Task item ▸ Of the lines below, report only those that contain "Drive".

Stored data entries ▸
+--

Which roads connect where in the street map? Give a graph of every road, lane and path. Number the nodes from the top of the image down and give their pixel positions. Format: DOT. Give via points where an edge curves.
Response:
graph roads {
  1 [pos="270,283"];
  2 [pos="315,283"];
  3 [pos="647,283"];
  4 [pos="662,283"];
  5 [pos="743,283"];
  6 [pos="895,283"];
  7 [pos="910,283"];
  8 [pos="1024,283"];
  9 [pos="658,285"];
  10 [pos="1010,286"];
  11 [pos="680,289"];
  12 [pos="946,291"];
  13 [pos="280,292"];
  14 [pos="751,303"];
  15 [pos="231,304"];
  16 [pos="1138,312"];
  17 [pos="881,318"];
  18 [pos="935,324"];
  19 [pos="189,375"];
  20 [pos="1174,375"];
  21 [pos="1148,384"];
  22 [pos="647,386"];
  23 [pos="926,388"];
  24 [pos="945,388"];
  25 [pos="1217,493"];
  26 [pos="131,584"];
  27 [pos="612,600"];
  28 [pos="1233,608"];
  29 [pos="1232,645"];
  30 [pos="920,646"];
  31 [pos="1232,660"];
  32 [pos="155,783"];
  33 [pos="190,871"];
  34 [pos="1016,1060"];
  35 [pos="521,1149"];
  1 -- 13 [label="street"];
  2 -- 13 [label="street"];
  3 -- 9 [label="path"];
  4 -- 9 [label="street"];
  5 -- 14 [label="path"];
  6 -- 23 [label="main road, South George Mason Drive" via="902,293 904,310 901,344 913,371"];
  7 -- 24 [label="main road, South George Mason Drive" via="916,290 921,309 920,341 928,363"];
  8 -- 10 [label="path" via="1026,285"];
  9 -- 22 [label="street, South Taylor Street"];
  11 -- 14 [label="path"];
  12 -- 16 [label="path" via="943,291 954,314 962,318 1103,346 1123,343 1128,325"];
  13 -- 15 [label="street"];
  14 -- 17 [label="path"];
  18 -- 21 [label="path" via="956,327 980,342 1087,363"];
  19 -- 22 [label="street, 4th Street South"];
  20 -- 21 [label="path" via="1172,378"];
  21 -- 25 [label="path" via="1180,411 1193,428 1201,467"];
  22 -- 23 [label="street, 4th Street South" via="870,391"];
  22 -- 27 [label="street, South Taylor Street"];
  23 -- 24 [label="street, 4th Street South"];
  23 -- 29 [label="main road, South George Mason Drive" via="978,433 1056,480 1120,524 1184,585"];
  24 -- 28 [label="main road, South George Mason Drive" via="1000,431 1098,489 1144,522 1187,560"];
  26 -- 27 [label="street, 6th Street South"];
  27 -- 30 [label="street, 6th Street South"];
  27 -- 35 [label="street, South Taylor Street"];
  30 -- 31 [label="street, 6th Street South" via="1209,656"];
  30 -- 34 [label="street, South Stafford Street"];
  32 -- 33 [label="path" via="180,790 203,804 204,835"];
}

+--

The completed task ▸
  6 -- 23 [label="main road, South George Mason Drive" via="902,293 904,310 901,344 913,371"];
  7 -- 24 [label="main road, South George Mason Drive" via="916,290 921,309 920,341 928,363"];
  23 -- 29 [label="main road, South George Mason Drive" via="978,433 1056,480 1120,524 1184,585"];
  24 -- 28 [label="main road, South George Mason Drive" via="1000,431 1098,489 1144,522 1187,560"];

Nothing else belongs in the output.